The event culminates in the Human vs AI Showdown, pitting the top four AI teams against four world-class FPV pilots.

“This year, the gap is even smaller,” Timpano said. “We’re talking milliseconds.”

To keep the competition focused on software rather than hardware, all teams race identical drones using a deliberately minimalist sensor setup: a single RGB camera, an inertial measurement unit and fully onboard computing.

There is no GPS, no LiDAR and no external processing.

“What separates winning systems is how they process information,” Timpano explained. “They all know where the gates are. The challenge starts when another drone enters the picture.”

Teams must continuously interpret visual data, predict the behaviour of competitors and make instant decisions at speeds that push the limits of perception. Timpano identified lighting sensitivity as one of the main technical bottlenecks for fully autonomous drones right now.

Changing or excessive lighting can confuse the camera-based vision system, making it harder for the AI to interpret gates and surroundings accurately, he explained. As a result, the race environment maintains stable, controlled lighting conditions.
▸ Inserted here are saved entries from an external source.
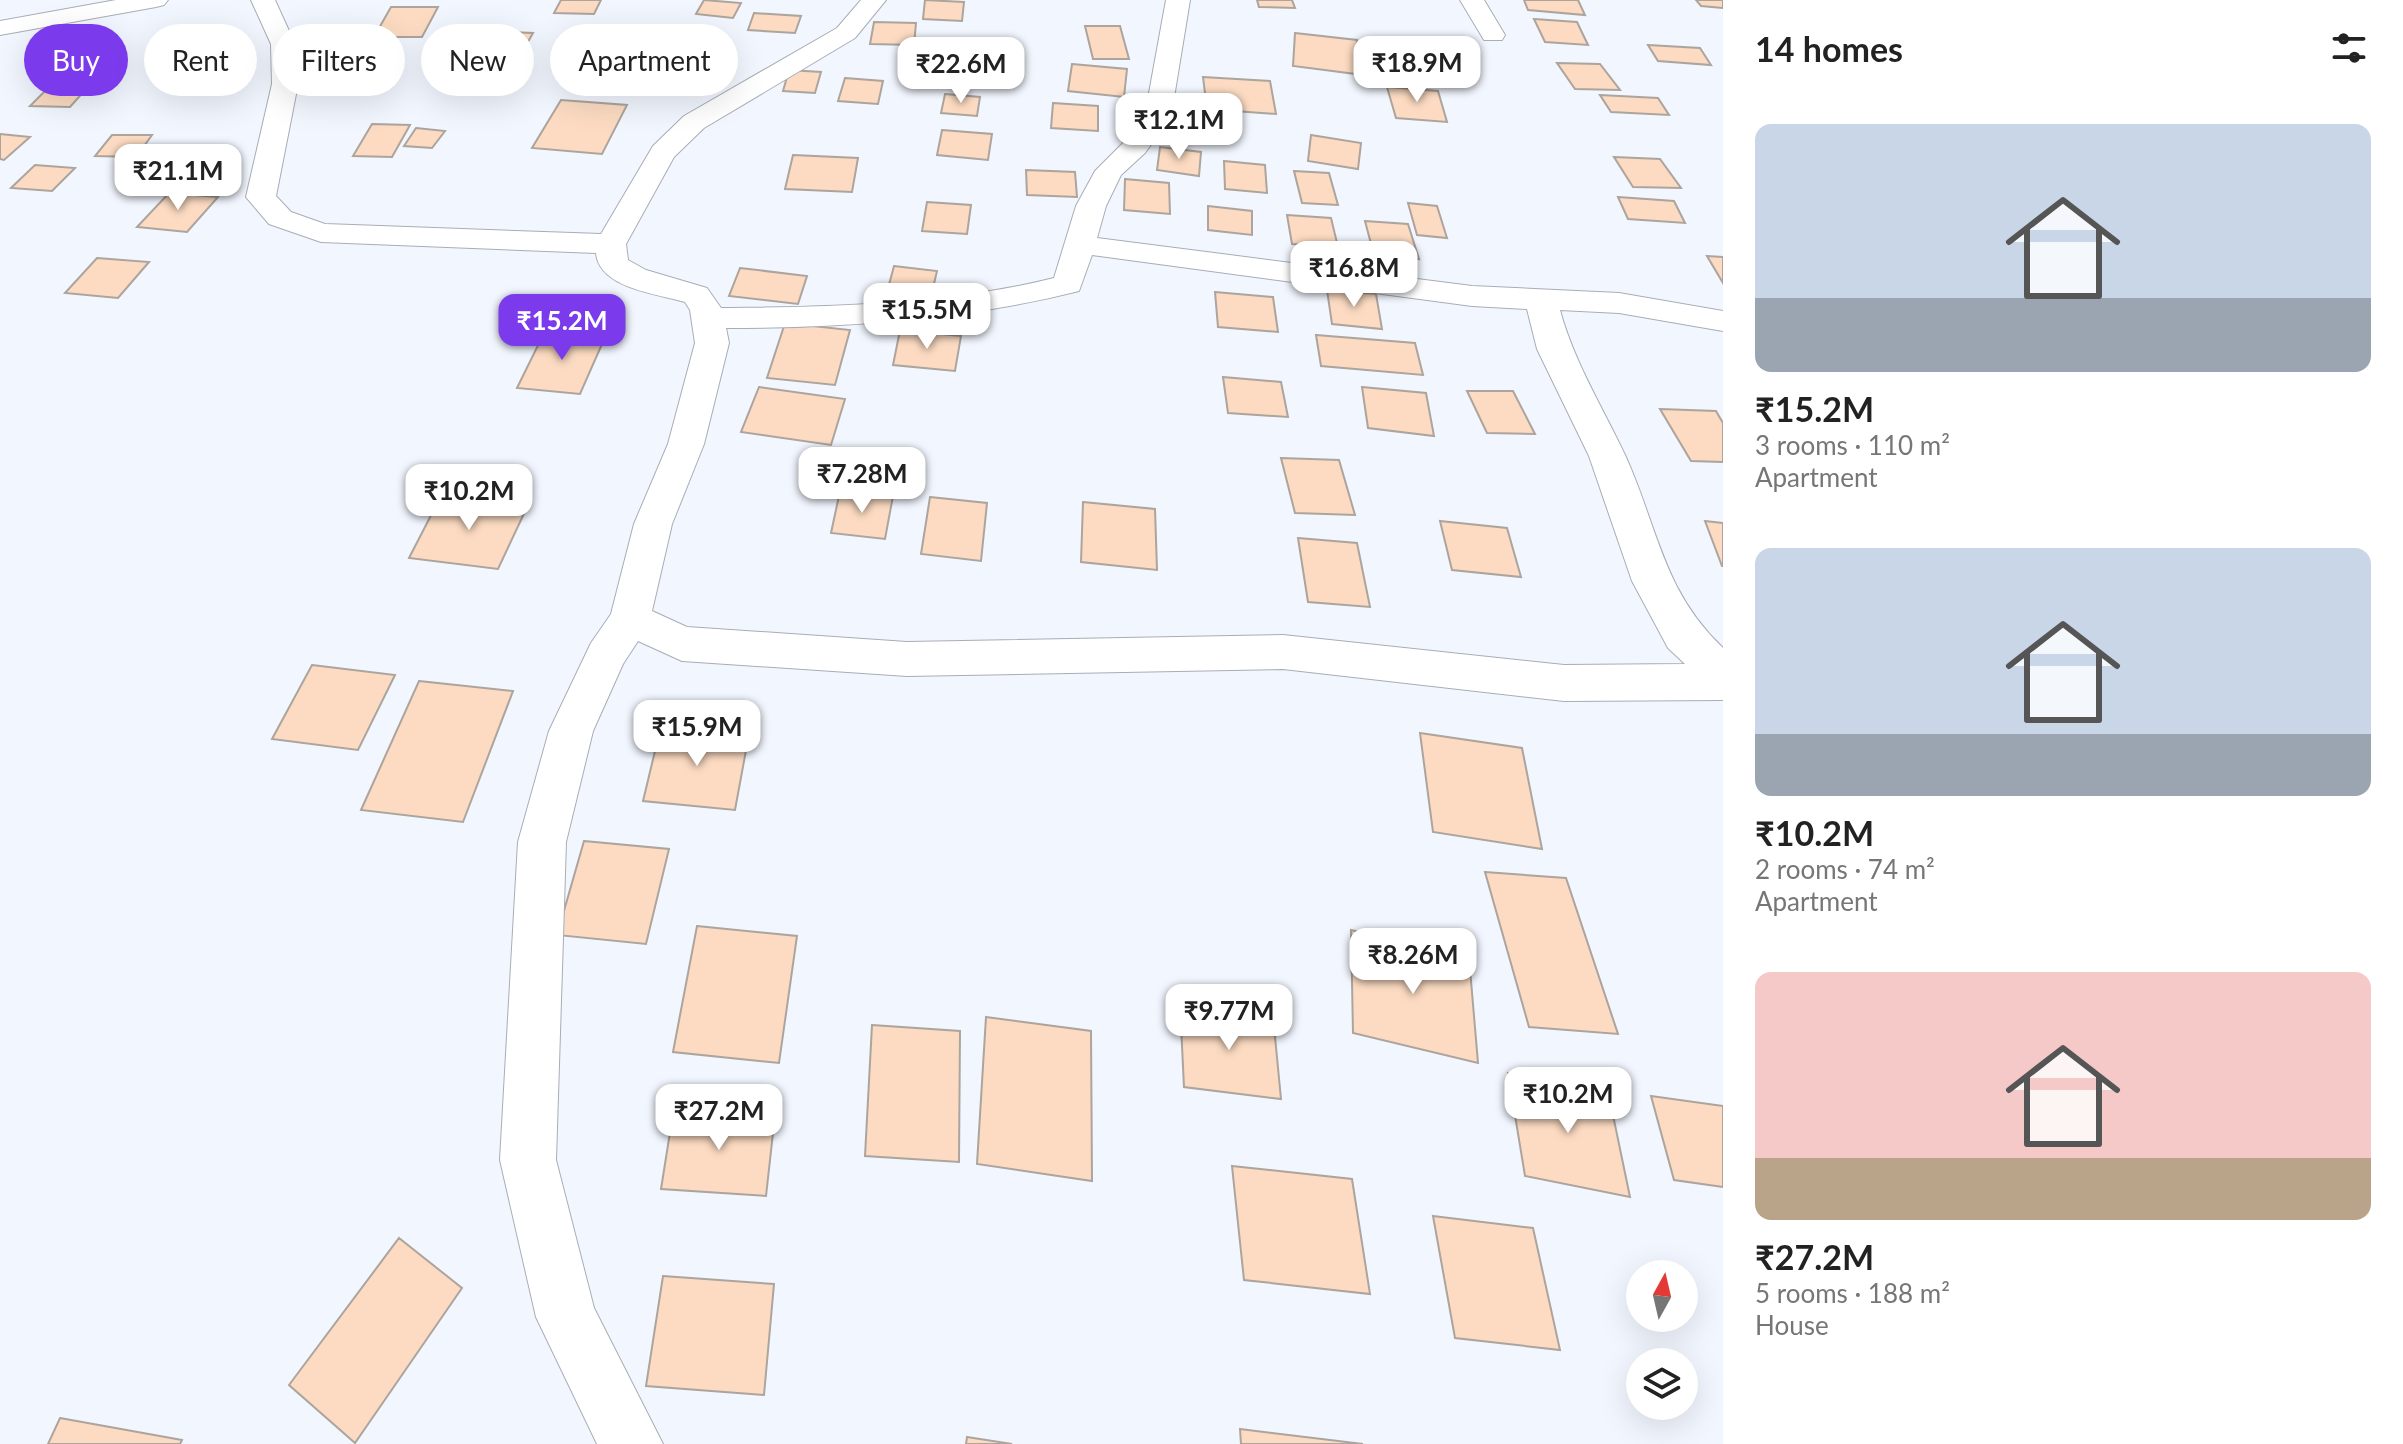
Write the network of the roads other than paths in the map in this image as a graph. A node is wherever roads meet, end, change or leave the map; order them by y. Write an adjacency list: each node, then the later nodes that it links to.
1 (156, 0): 6 (street)
2 (263, 0): 8 (street)
3 (874, 0): 8 (street)
4 (1178, 0): 9 (street)
5 (1472, 0): 7 (street)
6 (0, 28)
7 (1493, 35)
8 (611, 244): 11 (street)
9 (1079, 244): 10 (street); 11 (street)
10 (1541, 301): 12 (street); 14 (street)
11 (707, 318): 13 (street)
12 (1723, 321)
13 (630, 619): 15 (street); 16 (street)
14 (1723, 675)
15 (1723, 682)
16 (631, 1444)

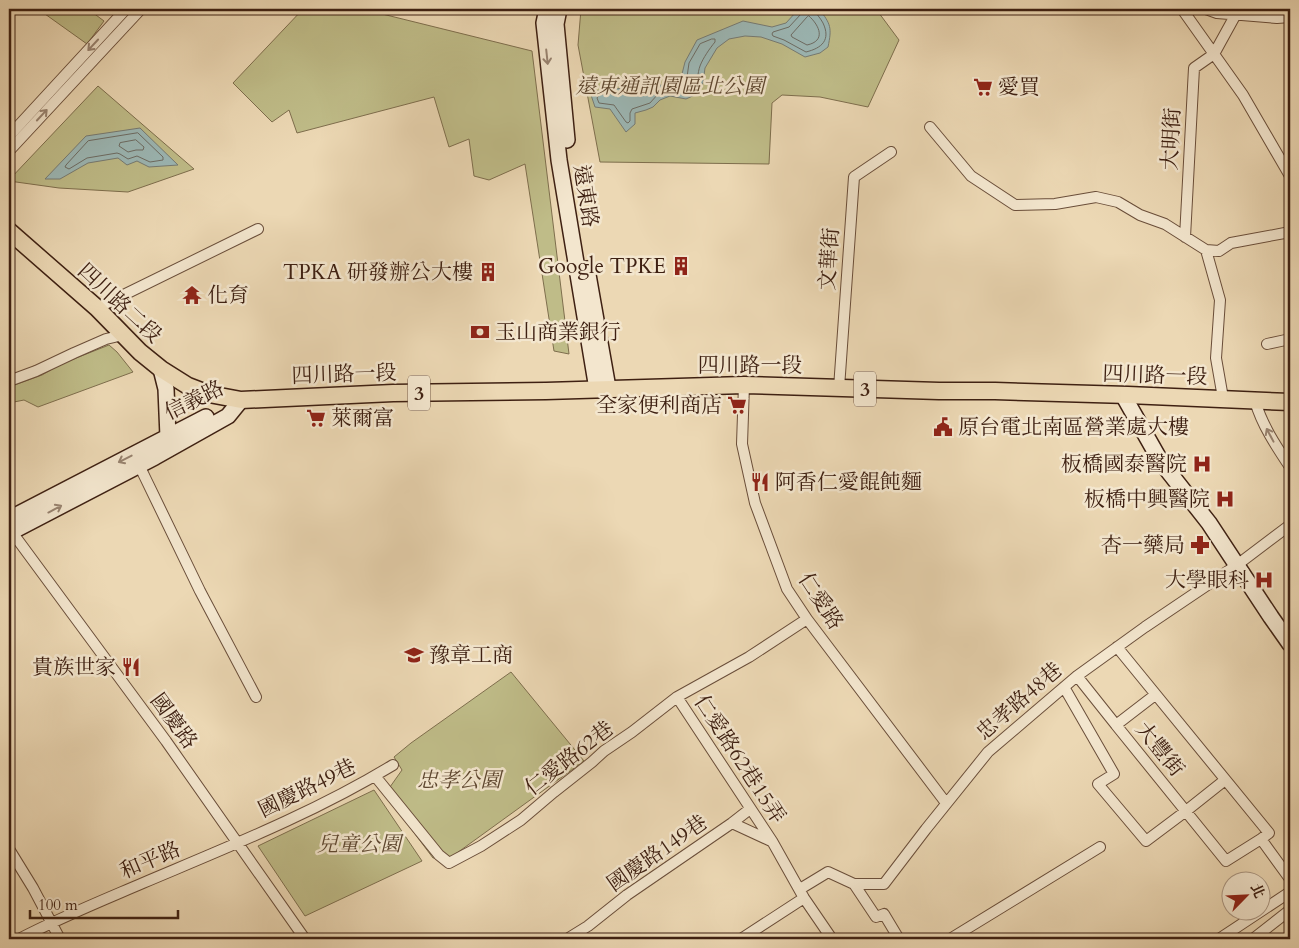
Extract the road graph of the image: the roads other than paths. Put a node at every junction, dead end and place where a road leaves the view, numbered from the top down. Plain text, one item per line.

More than 150 teams from around the world entered the qualification process, with just six making it to the final grid.

Among the finalists is TII Racing, the in-house team of Abu Dhabi’s Technology Innovation Institute, competing independently alongside international rivals from the Netherlands, South Korea, Türkiye and the UAE.

The league is part of a broader push by the Abu Dhabi Autonomous Racing League, created under the Advanced Technology Research Council, to accelerate real-world autonomy.
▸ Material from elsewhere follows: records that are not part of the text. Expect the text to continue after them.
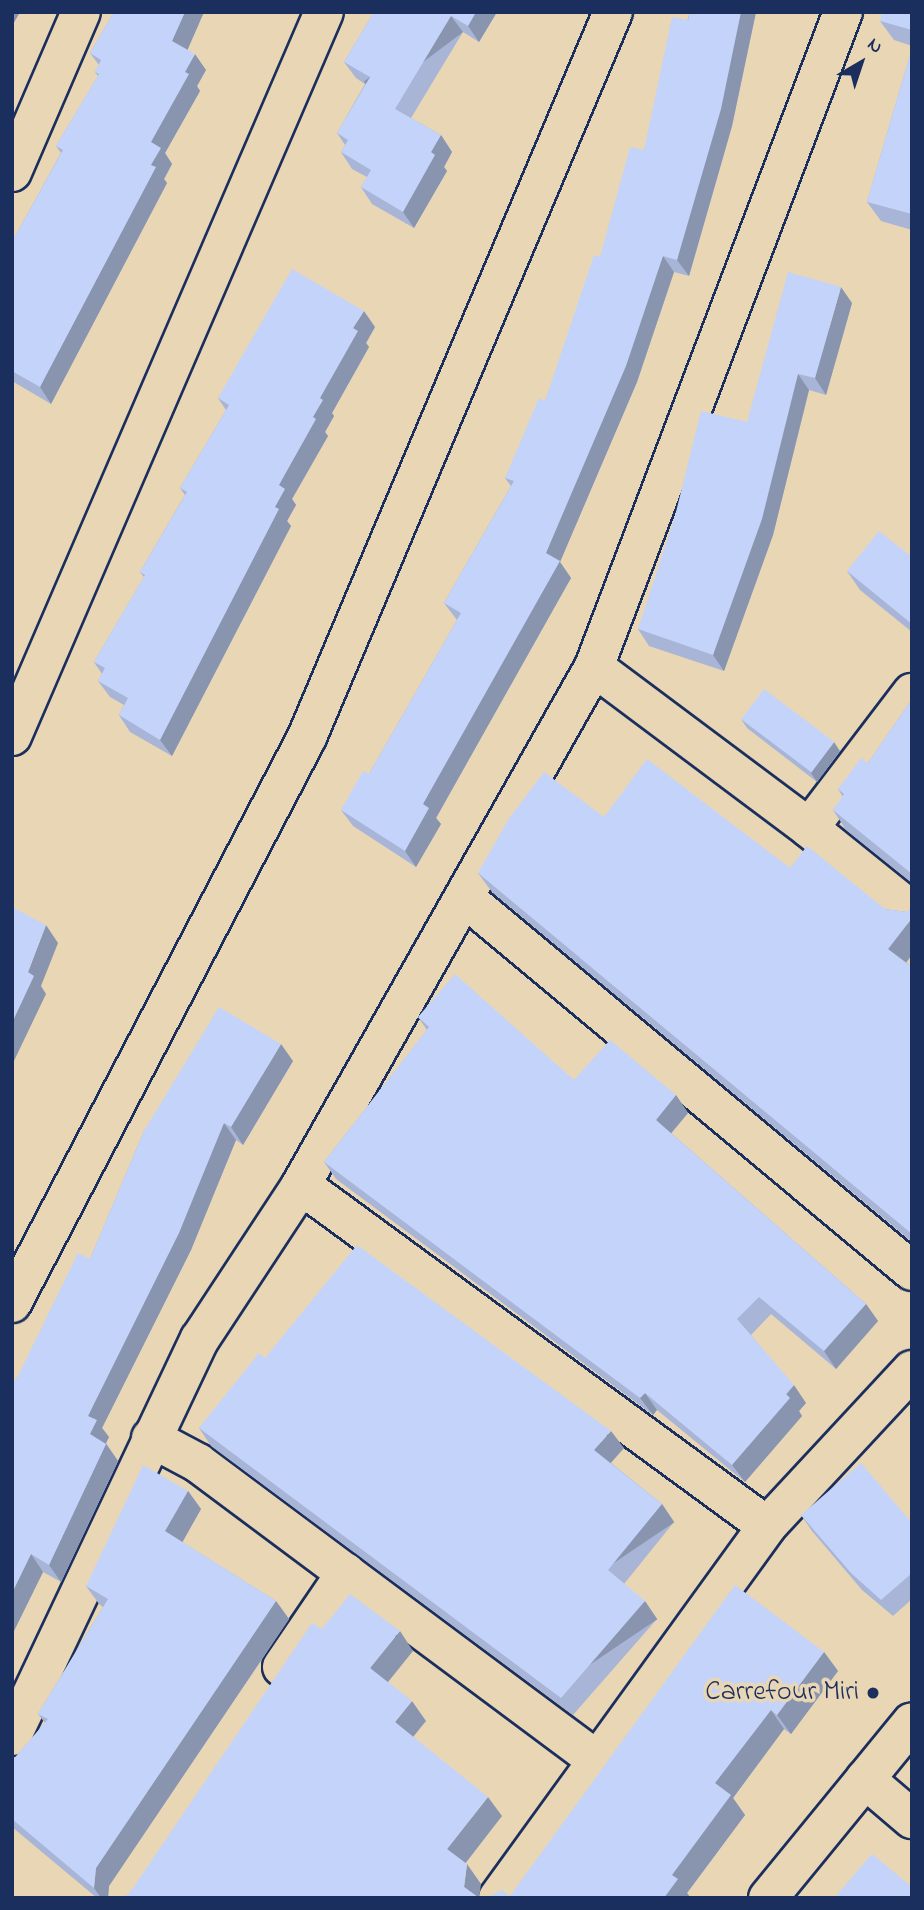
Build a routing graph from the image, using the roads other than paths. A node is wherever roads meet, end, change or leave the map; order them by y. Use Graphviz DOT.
graph roads {
  1 [pos="81,12"];
  2 [pos="324,12"];
  3 [pos="612,12"];
  4 [pos="844,12"];
  5 [pos="12,172"];
  6 [pos="594,667"];
  7 [pos="912,694"];
  8 [pos="12,736"];
  9 [pos="809,828"];
  10 [pos="465,898"];
  11 [pos="912,911"];
  12 [pos="301,1185"];
  13 [pos="912,1270"];
  14 [pos="12,1303"];
  15 [pos="912,1370"];
  16 [pos="151,1438"];
  17 [pos="767,1526"];
  18 [pos="346,1573"];
  19 [pos="260,1701"];
  20 [pos="912,1722"];
  21 [pos="12,1736"];
  22 [pos="595,1759"];
  23 [pos="865,1779"];
  24 [pos="912,1819"];
  25 [pos="498,1898"];
  26 [pos="768,1898"];
  1 -- 5 [label="street"];
  2 -- 8 [label="street"];
  3 -- 14 [label="street"];
  4 -- 6 [label="street"];
  6 -- 9 [label="street"];
  6 -- 10 [label="street"];
  7 -- 9 [label="street"];
  9 -- 11 [label="street"];
  10 -- 12 [label="street"];
  10 -- 13 [label="street"];
  12 -- 16 [label="street"];
  12 -- 17 [label="street"];
  15 -- 17 [label="street"];
  16 -- 18 [label="street"];
  16 -- 21 [label="street"];
  17 -- 22 [label="street"];
  18 -- 19 [label="street"];
  18 -- 22 [label="street"];
  20 -- 23 [label="street"];
  22 -- 25 [label="street"];
  23 -- 24 [label="street"];
  23 -- 26 [label="street"];
}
Prior to the race, teams were given access to advanced simulators, allowing them to repeatedly test, fail and refine their systems.

“They had the chance to try, fail, try again, and improve their software,” Timpano said.

“Simulation is critical. You can break a virtual drone hundreds of times without consequences, and that’s how you build the right behaviours for the real world.”

By placing AI systems under extreme, transparent conditions, A2RL generates performance benchmarks that are difficult to replicate in laboratories alone.

The insights feed into applications ranging from autonomous inspection and logistics to emergency response and future air mobility.